Diana Mutz Awarded Guggenheim Fellowship to Study Attitudes Toward Globalization

Mutz's project looks at how the public understands globalization and how it affects the way they form political preferences.

By Julie Sloane

From among a field of 3,000 applicants, Professor Diana Mutz has been named one of 178 Guggenheim Fellows for 2016.

Mutz, the Samuel A. Stouffer Professor of Political Science and Communications at the University of Pennsylvania, studies public opinion, political psychology, and mass political behavior, with particular emphasis on political communication.

The Guggenheim Fellowship will allow Mutz to extend a planned sabbatical and devote the entire 2016-17 academic year to continue her research on globalization and public opinion.

For years, Mutz says, there has been a prevailing wisdom that foreign affairs aren’t influential in shaping American political opinions — that Americans tend to ignore things beyond their borders unless we are engaged in a war. But with issues like trade deals, offshoring, immigration, refugees, and national security very clearly in the news, this Presidential election cycle has shown how much foreign affairs do matter to Americans.

“This project centers around how the public understands globalization and how it affects the way they form political preferences,” says Mutz, who directs the Institute for the Study of Citizens and Politics at Penn.

Her recent research in this area has debunked one common scholarly assumption: that people’s attitude toward globalization is based on their own economic self-interest. In fact those most opposed to trade are not those that have been most negatively impacted by it, nor those most vulnerable to its future impact.    

She has found hints of important psychological factors underpinning positive attitudes towards globalization — high levels of social trust, low levels of nationalism and racial prejudice — but most explanations still focus on economic impact.

“Globalization is going to continue to be an important dimension of public opinion in national politics,” says Mutz, “and I’m very excited to be able to devote more time to this research.”

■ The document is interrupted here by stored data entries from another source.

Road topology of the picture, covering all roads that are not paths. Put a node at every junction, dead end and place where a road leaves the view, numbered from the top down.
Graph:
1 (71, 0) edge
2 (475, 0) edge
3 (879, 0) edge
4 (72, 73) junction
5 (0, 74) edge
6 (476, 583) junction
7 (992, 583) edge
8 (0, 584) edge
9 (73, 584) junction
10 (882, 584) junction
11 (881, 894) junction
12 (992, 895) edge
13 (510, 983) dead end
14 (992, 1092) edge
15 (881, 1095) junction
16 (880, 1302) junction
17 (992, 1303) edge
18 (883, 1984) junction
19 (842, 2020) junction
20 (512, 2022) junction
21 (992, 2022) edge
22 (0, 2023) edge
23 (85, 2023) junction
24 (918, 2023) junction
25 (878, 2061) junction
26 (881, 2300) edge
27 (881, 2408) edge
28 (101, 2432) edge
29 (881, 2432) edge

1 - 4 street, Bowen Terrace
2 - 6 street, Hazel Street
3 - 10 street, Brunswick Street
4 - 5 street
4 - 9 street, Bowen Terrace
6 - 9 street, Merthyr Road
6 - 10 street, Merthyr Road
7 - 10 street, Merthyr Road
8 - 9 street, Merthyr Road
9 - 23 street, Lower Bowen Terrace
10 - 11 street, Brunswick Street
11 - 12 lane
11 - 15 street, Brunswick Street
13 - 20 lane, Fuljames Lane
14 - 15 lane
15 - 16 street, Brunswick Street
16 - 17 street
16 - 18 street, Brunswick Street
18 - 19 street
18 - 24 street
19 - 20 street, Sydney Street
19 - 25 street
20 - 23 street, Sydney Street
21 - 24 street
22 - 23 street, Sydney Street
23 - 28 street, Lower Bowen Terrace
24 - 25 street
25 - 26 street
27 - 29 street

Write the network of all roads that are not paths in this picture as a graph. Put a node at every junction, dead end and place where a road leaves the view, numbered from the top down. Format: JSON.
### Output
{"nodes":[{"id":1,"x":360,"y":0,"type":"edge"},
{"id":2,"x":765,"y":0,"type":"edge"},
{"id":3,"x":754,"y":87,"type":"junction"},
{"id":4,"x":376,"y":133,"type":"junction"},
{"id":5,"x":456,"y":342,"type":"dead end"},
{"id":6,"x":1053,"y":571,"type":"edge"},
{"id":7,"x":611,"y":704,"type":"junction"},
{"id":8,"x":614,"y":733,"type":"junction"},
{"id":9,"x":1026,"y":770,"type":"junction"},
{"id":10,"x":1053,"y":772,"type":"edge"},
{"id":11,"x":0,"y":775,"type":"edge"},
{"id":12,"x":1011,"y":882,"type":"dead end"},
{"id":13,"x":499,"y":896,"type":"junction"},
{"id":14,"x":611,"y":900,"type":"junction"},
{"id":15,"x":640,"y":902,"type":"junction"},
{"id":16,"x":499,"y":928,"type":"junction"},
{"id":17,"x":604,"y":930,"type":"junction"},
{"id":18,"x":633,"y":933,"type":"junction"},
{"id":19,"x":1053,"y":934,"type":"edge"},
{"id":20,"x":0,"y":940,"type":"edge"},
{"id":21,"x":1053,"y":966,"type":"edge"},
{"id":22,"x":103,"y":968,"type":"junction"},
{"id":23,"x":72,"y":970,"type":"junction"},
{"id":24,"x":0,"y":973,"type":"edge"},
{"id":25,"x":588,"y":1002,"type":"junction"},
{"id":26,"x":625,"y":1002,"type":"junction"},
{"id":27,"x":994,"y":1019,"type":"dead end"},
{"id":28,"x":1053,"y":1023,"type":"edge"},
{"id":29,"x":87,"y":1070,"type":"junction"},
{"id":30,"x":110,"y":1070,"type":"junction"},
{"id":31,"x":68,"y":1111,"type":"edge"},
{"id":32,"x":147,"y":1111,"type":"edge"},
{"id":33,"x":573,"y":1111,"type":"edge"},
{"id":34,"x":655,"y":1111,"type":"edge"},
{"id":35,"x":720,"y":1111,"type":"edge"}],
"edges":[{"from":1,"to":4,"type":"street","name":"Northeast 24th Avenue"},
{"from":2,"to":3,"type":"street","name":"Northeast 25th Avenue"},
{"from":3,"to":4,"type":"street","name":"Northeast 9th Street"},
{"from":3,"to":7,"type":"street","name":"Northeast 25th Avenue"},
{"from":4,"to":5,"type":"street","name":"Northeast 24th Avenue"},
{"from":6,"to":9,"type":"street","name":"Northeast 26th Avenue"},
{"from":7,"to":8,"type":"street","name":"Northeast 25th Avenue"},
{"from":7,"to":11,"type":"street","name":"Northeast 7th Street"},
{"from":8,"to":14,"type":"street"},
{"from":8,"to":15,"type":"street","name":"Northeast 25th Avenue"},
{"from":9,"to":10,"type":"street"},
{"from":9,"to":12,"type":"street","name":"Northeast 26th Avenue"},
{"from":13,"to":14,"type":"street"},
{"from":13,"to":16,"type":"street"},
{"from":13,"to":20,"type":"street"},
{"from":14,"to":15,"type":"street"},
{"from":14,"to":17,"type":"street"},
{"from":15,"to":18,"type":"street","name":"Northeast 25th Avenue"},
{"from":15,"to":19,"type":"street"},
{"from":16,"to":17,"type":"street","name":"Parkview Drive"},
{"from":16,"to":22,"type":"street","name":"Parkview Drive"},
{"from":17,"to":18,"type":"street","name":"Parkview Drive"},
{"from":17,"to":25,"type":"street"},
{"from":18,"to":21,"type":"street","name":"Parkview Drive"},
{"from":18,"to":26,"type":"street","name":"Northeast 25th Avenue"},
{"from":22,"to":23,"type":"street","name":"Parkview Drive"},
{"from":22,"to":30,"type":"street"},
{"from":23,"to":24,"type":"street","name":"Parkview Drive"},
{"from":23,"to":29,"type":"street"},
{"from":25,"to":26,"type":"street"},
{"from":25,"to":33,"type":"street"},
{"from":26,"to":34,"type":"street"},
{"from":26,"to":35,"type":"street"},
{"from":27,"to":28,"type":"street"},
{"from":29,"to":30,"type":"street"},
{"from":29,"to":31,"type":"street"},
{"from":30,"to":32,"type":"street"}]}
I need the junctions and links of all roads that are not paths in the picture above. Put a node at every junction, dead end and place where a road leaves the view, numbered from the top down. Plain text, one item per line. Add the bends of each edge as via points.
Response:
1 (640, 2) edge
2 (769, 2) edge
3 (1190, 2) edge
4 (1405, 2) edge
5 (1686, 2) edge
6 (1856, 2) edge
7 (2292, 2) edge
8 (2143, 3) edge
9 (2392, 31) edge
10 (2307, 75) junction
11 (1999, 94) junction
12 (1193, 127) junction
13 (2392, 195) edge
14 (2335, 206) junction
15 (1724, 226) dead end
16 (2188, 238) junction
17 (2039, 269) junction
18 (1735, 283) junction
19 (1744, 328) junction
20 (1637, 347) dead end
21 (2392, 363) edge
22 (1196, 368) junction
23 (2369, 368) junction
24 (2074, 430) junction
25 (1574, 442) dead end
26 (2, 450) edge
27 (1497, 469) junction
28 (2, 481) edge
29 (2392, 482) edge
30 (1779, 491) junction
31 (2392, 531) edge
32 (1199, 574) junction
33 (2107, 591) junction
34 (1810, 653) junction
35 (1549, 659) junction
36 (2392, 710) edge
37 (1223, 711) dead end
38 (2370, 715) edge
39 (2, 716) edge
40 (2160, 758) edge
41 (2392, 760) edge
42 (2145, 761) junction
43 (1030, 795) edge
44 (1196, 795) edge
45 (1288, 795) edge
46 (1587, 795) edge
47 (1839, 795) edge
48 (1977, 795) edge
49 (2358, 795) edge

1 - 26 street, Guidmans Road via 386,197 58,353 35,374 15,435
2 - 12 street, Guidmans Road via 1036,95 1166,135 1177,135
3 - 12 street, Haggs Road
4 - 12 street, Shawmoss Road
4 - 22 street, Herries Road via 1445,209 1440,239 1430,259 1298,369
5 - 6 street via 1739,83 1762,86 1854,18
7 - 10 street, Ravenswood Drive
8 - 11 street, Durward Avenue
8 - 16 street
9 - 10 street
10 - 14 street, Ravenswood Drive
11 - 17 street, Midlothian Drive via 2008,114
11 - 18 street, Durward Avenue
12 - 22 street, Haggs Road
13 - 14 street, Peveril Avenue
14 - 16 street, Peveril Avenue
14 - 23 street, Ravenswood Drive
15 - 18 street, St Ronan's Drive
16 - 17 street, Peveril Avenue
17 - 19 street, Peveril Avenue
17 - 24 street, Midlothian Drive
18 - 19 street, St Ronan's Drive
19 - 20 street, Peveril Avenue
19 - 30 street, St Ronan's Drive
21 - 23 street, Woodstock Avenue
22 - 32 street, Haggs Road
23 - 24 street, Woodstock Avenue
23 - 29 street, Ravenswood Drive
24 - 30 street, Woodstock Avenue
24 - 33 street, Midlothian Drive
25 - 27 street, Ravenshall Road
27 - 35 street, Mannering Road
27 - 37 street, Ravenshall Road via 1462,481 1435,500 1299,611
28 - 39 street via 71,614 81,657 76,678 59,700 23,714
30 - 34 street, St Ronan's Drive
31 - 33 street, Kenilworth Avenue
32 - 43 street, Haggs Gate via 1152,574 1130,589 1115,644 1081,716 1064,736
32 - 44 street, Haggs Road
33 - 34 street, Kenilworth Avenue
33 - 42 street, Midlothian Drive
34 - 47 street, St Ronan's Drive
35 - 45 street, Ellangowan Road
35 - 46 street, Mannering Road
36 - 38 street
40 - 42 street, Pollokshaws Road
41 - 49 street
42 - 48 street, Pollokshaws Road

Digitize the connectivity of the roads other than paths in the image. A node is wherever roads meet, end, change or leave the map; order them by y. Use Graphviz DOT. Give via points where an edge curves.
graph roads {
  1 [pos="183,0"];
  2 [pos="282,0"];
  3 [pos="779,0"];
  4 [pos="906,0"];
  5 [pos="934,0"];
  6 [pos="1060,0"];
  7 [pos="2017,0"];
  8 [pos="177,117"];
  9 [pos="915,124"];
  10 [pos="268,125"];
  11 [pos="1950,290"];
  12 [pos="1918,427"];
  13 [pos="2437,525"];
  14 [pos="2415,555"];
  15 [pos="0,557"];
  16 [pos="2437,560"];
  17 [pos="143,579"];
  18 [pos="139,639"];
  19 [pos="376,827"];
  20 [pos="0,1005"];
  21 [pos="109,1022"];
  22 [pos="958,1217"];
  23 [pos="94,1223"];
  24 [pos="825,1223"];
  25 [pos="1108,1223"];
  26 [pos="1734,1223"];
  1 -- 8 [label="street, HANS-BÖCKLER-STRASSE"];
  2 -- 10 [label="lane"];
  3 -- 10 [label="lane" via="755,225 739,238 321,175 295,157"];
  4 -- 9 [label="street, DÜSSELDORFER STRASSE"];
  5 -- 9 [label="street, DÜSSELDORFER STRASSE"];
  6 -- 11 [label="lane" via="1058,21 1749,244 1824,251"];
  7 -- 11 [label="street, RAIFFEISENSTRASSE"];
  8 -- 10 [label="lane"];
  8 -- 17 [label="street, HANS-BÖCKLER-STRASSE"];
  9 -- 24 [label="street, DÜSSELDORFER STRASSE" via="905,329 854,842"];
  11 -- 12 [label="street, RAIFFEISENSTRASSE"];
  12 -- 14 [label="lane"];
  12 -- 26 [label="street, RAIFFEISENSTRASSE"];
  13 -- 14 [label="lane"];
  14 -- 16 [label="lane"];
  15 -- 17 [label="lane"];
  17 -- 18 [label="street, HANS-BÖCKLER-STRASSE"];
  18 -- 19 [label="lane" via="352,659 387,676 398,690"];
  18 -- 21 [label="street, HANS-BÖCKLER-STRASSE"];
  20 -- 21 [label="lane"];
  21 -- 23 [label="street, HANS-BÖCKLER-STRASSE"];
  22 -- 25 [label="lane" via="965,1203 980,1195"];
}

Mutz is the fifth Annenberg faculty member to receive a Guggenheim Fellowship — a number that well surpasses any other Communication school or program in the nation. Past recipients of the award include Barbie Zelizer (1994), former faculty member Larry Gross (1998), Marwan Kraidy (2011), and Carlin Romano (2013).

“The number of Guggenheim Fellowships awarded to Annenberg faculty in recent years speaks to the strength of scholarship here across a broad spectrum of communication areas,” said Michael X. Delli Carpini, Professor of Communication and Walter H. Annenberg Dean. “Diana Mutz’s work on globalization is incredibly relevant and innovative, and we’re thrilled that the Guggenheim Foundation has recognized that with this prestigious award.”

Awarded by the John Simon Guggenheim Memorial Foundation since 1925, Guggenhiem Fellowships provide financial support to scholars, artists, and scientists on the basis of prior achievement and exceptional promise.

Mutz is one of three professors at the University of Pennsylvania to receive a Guggenheim Fellowship this year. The other recipients are Timothy Rommen (Music and Africana Studies) and Joseph Subotnik (Chemistry).